De failliete huurder en de bankgarantie

De failliete huurder en de bankgarantie

Bij huurovereenkomsten met omvangrijke geldbedragen loopt de verhuurder een groot risico als de huurder in een staat komt te verkeren waarin hij de huur niet meer kan betalen. Niet zelden komt het voor dat een huurder in financieel zwaar week komt en de huur niet meer kan betalen. Om het risico aan de zijde van de verhuurder in te perken, zal deze een zogenaamde bankgarantie wensen.

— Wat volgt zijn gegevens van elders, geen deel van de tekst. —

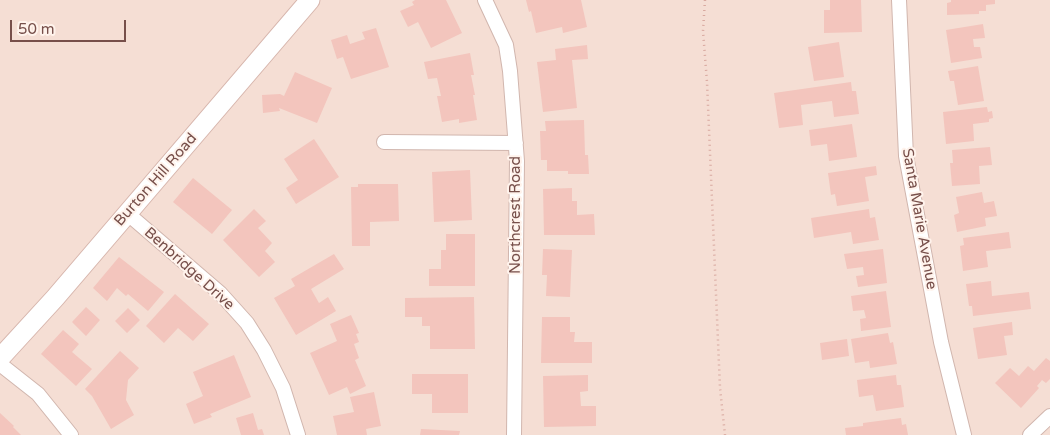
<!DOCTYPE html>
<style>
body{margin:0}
#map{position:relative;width:1050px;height:435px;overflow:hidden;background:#fdeee6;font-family:"Varela Round",sans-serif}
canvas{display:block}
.scale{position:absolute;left:10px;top:20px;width:116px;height:22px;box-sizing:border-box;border:2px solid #774f4a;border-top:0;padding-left:6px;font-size:15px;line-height:18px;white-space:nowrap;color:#774f4a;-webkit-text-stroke:4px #fff3ec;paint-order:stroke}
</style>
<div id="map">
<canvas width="1050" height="435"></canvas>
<div class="scale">50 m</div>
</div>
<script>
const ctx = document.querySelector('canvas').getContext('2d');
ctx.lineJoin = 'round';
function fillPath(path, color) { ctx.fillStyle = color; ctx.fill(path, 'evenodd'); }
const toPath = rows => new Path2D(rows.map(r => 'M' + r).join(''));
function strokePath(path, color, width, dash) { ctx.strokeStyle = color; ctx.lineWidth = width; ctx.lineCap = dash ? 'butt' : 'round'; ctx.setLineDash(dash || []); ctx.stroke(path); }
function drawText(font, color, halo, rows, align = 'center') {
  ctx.font = font + ' "Varela Round",sans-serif'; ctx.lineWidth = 4; ctx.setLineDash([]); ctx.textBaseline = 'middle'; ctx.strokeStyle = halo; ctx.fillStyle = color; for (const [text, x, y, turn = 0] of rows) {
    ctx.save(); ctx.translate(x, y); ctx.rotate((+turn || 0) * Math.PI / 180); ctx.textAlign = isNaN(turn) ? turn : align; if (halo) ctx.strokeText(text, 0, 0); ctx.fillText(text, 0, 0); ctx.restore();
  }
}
fillPath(toPath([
 [0,0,1050,0,1050,435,0,435]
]), '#f5ded4');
fillPath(toPath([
 [415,0,446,0,462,33,431,48,418,22,408,27,400,11,414,5,412,2],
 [526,0,581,0,587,27,563,33,562,27,536,33,531,11,529,12],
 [830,0,861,0,862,32,824,33,824,10,830,10],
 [951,0,995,0,995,4,986,5,986,11,979,11,979,14,947,15,947,3,951,2],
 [983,24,985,38,973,39,974,47,980,47,982,58,951,63,946,30],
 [376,28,389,67,351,79,343,57,337,59,331,40,347,35,350,44,365,39,362,32],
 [839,42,844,77,814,81,808,47],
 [587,45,588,59,572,60,577,108,543,112,537,62,556,60,555,49],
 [470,53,474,75,471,75,475,95,473,95,477,120,459,123,459,119,442,122,437,96,441,96,437,78,428,79,424,62],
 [978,66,984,101,958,105,954,81,950,81,948,71],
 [295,72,332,88,317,123,279,108,280,111,263,113,262,95,280,94,284,96],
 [851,82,852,91,856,91,859,114,834,117,832,101,801,105,803,125,779,128,774,93],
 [987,107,988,112,992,111,993,118,989,119,989,122,973,124,974,141,946,144,943,112],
 [584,120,585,155,588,155,589,174,568,174,568,171,547,171,547,160,541,160,540,131,546,131,545,121],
 [852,124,857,157,829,161,827,144,811,146,809,130],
 [314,139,339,177,296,204,286,188,298,180,284,159],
 [990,147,992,165,979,166,980,184,952,186,950,163,953,163,952,150],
 [876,166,877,175,865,177,869,201,837,206,835,194,831,195,828,173],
 [470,170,472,220,434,222,432,172],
 [193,178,232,210,212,234,173,202],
 [358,184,398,184,399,221,370,222,370,246,352,246,351,187,358,187],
 [572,188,572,201,577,201,577,215,594,214,595,235,544,235,543,189],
 [982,192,984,203,994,201,997,216,985,218,986,226,957,232,954,215,959,213,956,197],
 [254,209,266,221,258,228,272,243,265,251,275,262,259,277,223,240],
 [869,209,870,218,875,217,879,240,853,244,851,232,814,238,811,218],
 [1009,232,1011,248,986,251,988,267,963,271,960,246,964,245,963,238],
 [446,234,475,234,475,286,429,286,429,269,441,269,441,250,446,250],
 [543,249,572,250,570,297,546,296,547,275,542,275],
 [883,249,887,283,858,287,856,276,864,275,863,267,847,269,844,254],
 [334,254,344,269,311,289,319,303,328,297,336,311,296,335,274,298,295,286,291,279],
 [119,257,164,292,148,311,128,294,126,296,117,288,107,301,93,288],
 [991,281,992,296,1029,292,1031,309,973,316,972,306,969,306,966,284],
 [886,291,891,327,861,331,860,319,866,318,864,310,853,311,851,296],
 [175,294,209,324,193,341,178,328,164,343,146,326],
 [474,297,475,349,430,349,430,326,422,326,422,317,405,317,405,298],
 [86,307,100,320,86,336,72,322],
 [128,308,140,320,127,333,115,321],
 [351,315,359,333,356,334,359,342,354,344,359,358,355,360,366,386,350,394,347,387,329,395,310,353,337,341,330,324],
 [542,317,570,317,570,332,575,332,574,342,592,342,592,363,541,363],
 [1012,322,1013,335,1004,336,1007,355,978,359,973,328],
 [63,330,79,344,72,352,92,369,76,386,41,354],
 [888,333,890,343,893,342,897,364,870,368,869,361,855,363,851,339],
 [847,339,849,356,822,360,820,343],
 [120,351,139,368,128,380,126,400,134,415,111,429,92,396,85,389],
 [234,355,251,397,210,414,212,417,194,424,186,404,203,396,193,372],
 [1046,358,1050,361,1050,379,1046,383,1042,380,1037,386,1039,388,1021,408,995,383,1010,368,1019,376,1028,366,1034,371],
 [412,374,468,374,468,413,432,413,432,394,412,394],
 [588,375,588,391,580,392,581,406,596,406,596,426,544,427,543,376],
 [896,375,897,385,901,385,904,407,876,411,873,395,859,397,857,380],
 [374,392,381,426,366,429,367,435,337,435,333,416,354,412,350,397],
 [0,413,14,426,13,427,21,435,0,435],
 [253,413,258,430,262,429,264,435,241,435,236,418],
 [901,418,902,425,906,424,908,435,846,435,845,428,863,426,863,423],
 [421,429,460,431,459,435,420,435]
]), '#f3c5bd');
const street = toPath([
 [485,0,506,45,510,71,517,161,514,435],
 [899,0,906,156,941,342,964,435],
 [384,142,516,143],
 [128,214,220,293,247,323,264,350,283,388,298,435],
 [0,364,38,394,71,435],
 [1030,435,1050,416]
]);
const secondary = toPath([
 [0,358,55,298,310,0]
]);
strokePath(street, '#d1b6ae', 16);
strokePath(secondary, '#d7b6ad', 21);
strokePath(toPath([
 [705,0,703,31,707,82,720,388,725,435]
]), '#d8a89f', 2.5, [1, 4]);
strokePath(street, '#fff', 14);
strokePath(secondary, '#fff', 19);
drawText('15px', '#774f4a', '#fff3ec', [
 ["Burton Hill Road",156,180,-49],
 ["Northcrest Road",516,215,-90],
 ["Santa Marie Avenue",919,219,80],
 ["Benbridge Drive",189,269,42]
]);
</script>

Deze garantie houdt in dat de verhuurder de huurder vraagt een bankgarantie te stellen die inhoudt dat een bank (of een andere garantiegever) een bedrag aan de verhuurder zal overmaken wanneer de huurder opgehouden is de huur te betalen. Zo krijgt de verhuurder alsnog geld. Omdat geld niet gratis is en ook bij de garant stellende bank de schoorsteen moet roken, zal de bank dikwijls een contra-garantie stellen op de huurder, zodat de bank geld kan halen bij de huurder. Zo ontstaat er een driehoek constructie waarbij de verhuurder geld kan vragen van de bank en de bank op haar beurt weer van de verhuurder. Het betalingsrisico verschuift van de huurder naar de bank.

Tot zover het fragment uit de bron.